Description of the task
Transcribe the records exactly. Pictures do not belong in the transcription.

Data for processing
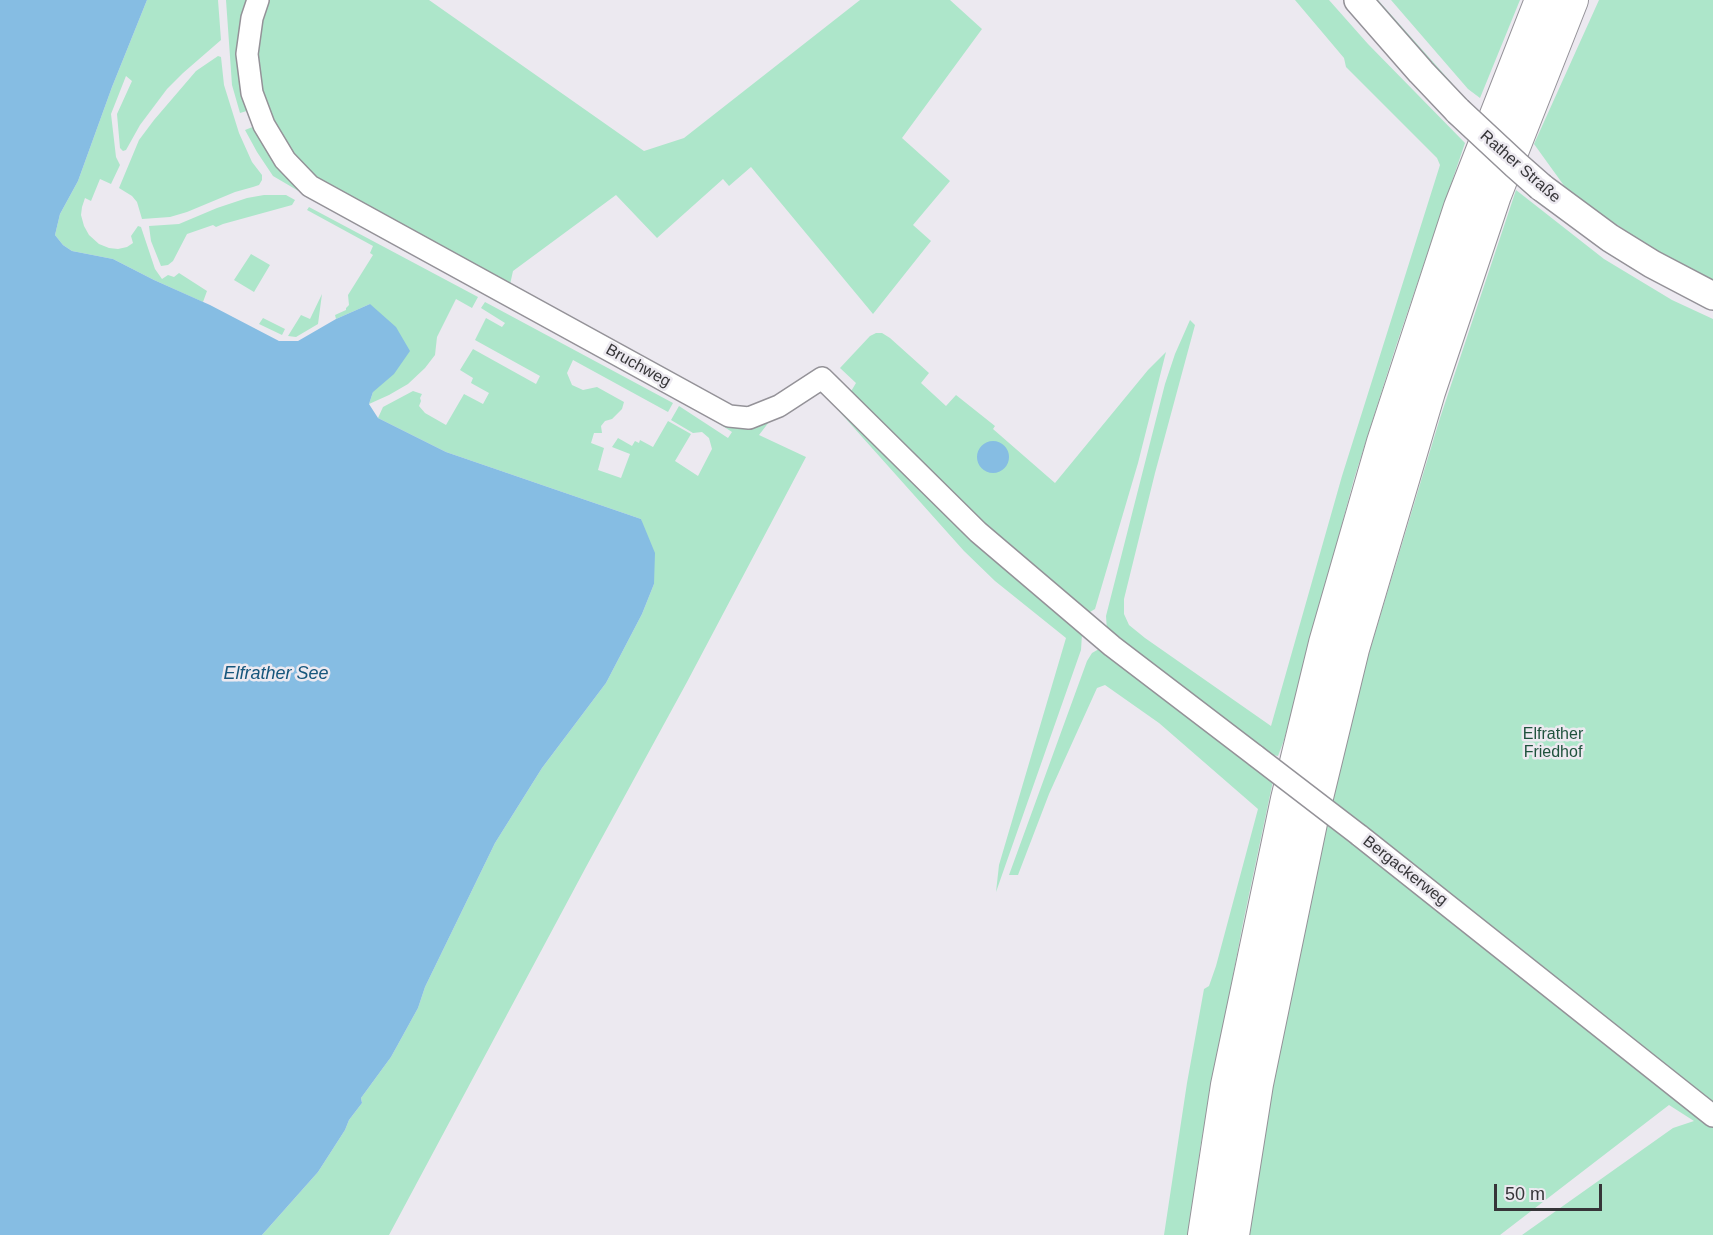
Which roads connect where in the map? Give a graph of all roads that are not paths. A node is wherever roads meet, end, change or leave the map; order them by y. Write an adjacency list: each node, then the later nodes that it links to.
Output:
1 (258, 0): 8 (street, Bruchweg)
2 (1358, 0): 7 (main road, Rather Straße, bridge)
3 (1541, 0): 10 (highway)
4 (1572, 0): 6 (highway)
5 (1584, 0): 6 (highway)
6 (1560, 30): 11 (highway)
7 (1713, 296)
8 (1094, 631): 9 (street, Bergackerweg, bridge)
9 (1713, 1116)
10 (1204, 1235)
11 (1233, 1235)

Response to this exercise
Which roads connect where in the map? Give a graph of all roads that are not paths. A node is wherever roads meet, end, change or leave the map; order them by y. Write an adjacency list: each node, then the later nodes that it links to.
Output:
1 (258, 0): 8 (street, Bruchweg)
2 (1358, 0): 7 (main road, Rather Straße, bridge)
3 (1541, 0): 10 (highway)
4 (1572, 0): 6 (highway)
5 (1584, 0): 6 (highway)
6 (1560, 30): 11 (highway)
7 (1713, 296)
8 (1094, 631): 9 (street, Bergackerweg, bridge)
9 (1713, 1116)
10 (1204, 1235)
11 (1233, 1235)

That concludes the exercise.